_TASK DESCRIPTION_
Could you return all of the entries below exactly, minus the pictures?

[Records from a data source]
# # # # # # #

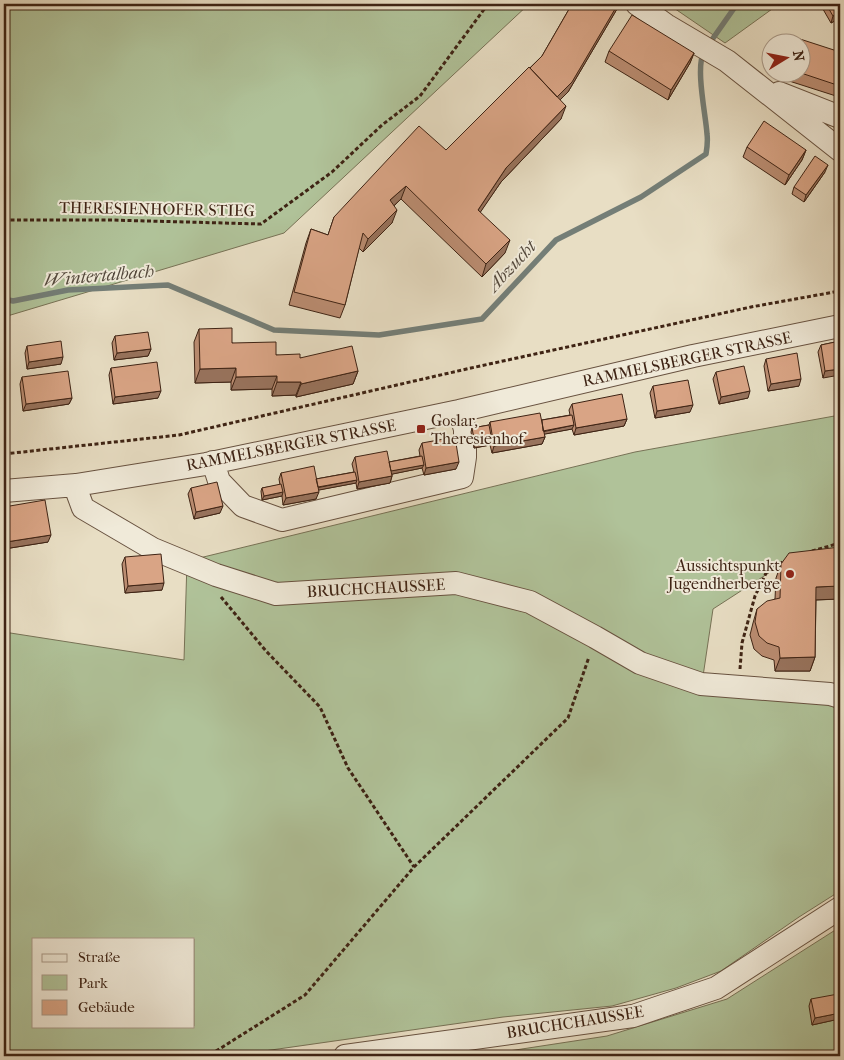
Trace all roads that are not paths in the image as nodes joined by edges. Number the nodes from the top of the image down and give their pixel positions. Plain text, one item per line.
1 (637, 4) edge
2 (755, 84) junction
3 (840, 117) edge
4 (840, 150) edge
5 (840, 326) edge
6 (459, 410) junction
7 (213, 462) junction
8 (76, 485) junction
9 (4, 491) edge
10 (840, 697) edge
11 (840, 908) edge
12 (345, 1056) edge

1 - 2 street
2 - 3 street
2 - 4 street
5 - 6 street, RAMMELSBERGER STRASSE
6 - 7 street, RAMMELSBERGER STRASSE
6 - 7 street
7 - 8 street, RAMMELSBERGER STRASSE
8 - 9 street, RAMMELSBERGER STRASSE
8 - 10 street, BRUCHCHAUSSEE
11 - 12 street, BRUCHCHAUSSEE

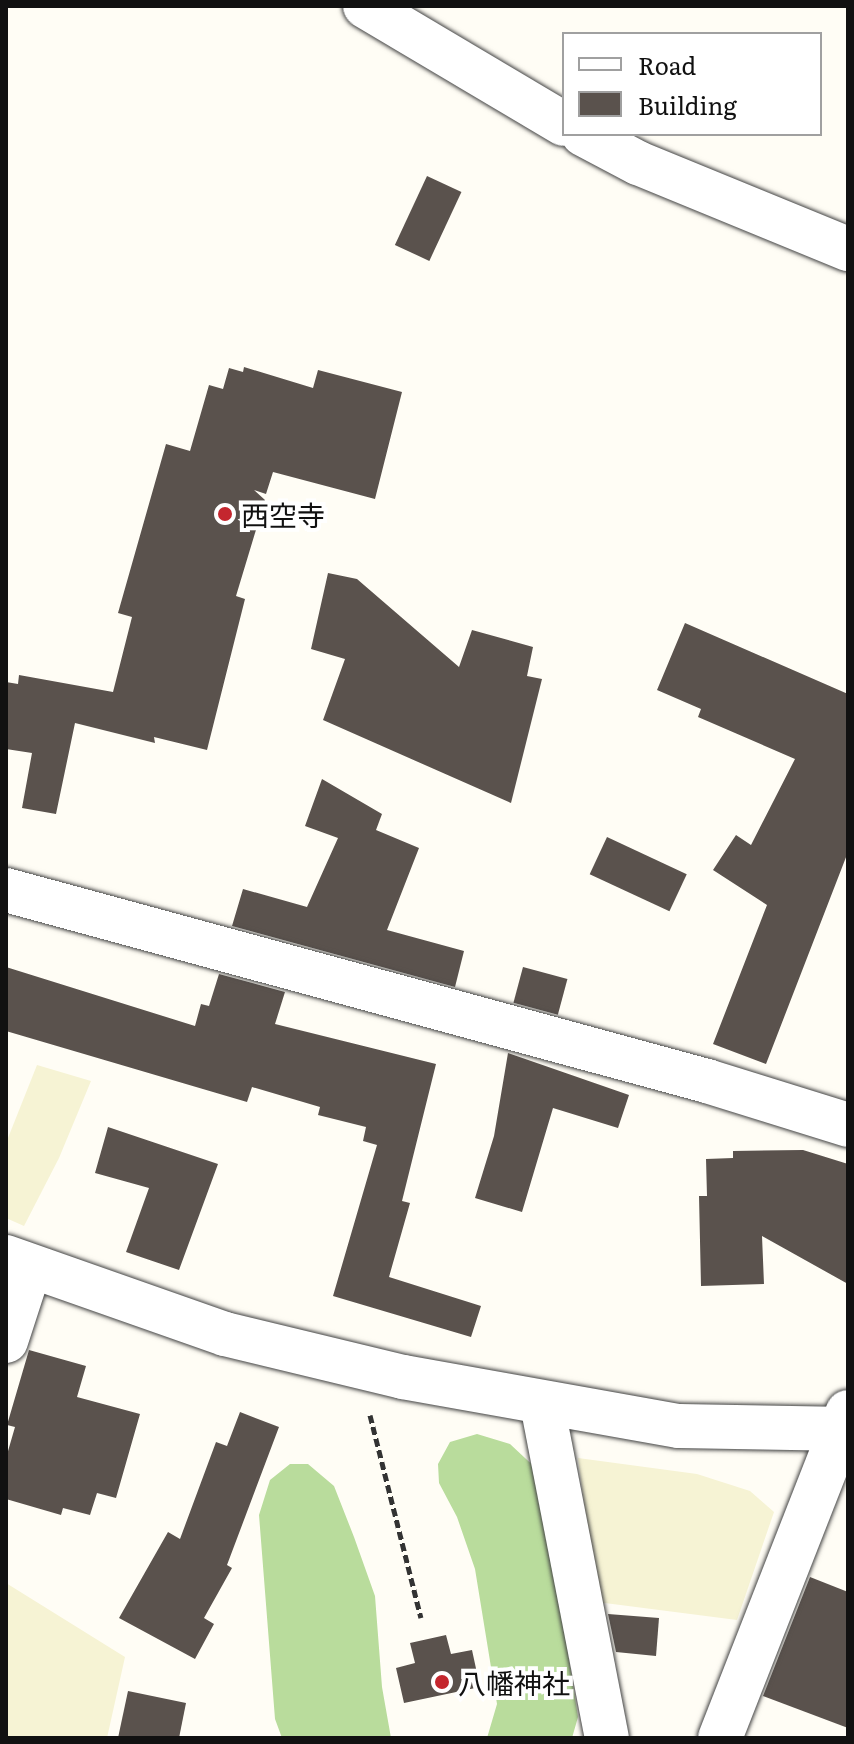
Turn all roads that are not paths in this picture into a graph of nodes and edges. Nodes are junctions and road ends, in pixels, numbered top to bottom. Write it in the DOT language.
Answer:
graph roads {
  1 [pos="365,6"];
  2 [pos="562,123"];
  3 [pos="587,136"];
  4 [pos="848,249"];
  5 [pos="6,890"];
  6 [pos="848,1125"];
  7 [pos="18,1262"];
  8 [pos="6,1341"];
  9 [pos="542,1404"];
  10 [pos="845,1424"];
  11 [pos="607,1738"];
  12 [pos="720,1738"];
  1 -- 2 [label="street"];
  3 -- 4 [label="street"];
  5 -- 6 [label="street"];
  7 -- 8 [label="street"];
  7 -- 9 [label="street"];
  9 -- 10 [label="street"];
  9 -- 11 [label="street"];
  10 -- 12 [label="street"];
}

# # # # # # #

_REPLY TO THE EXERCISE_
Trace all roads that are not paths in the image as nodes joined by edges. Number the nodes from the top of the image down and give their pixel positions. Plain text, one item per line.
1 (637, 4) edge
2 (755, 84) junction
3 (840, 117) edge
4 (840, 150) edge
5 (840, 326) edge
6 (459, 410) junction
7 (213, 462) junction
8 (76, 485) junction
9 (4, 491) edge
10 (840, 697) edge
11 (840, 908) edge
12 (345, 1056) edge

1 - 2 street
2 - 3 street
2 - 4 street
5 - 6 street, RAMMELSBERGER STRASSE
6 - 7 street, RAMMELSBERGER STRASSE
6 - 7 street
7 - 8 street, RAMMELSBERGER STRASSE
8 - 9 street, RAMMELSBERGER STRASSE
8 - 10 street, BRUCHCHAUSSEE
11 - 12 street, BRUCHCHAUSSEE

Turn all roads that are not paths in this picture into a graph of nodes and edges. Nodes are junctions and road ends, in pixels, numbered top to bottom. Write it in the DOT language.
Answer:
graph roads {
  1 [pos="365,6"];
  2 [pos="562,123"];
  3 [pos="587,136"];
  4 [pos="848,249"];
  5 [pos="6,890"];
  6 [pos="848,1125"];
  7 [pos="18,1262"];
  8 [pos="6,1341"];
  9 [pos="542,1404"];
  10 [pos="845,1424"];
  11 [pos="607,1738"];
  12 [pos="720,1738"];
  1 -- 2 [label="street"];
  3 -- 4 [label="street"];
  5 -- 6 [label="street"];
  7 -- 8 [label="street"];
  7 -- 9 [label="street"];
  9 -- 10 [label="street"];
  9 -- 11 [label="street"];
  10 -- 12 [label="street"];
}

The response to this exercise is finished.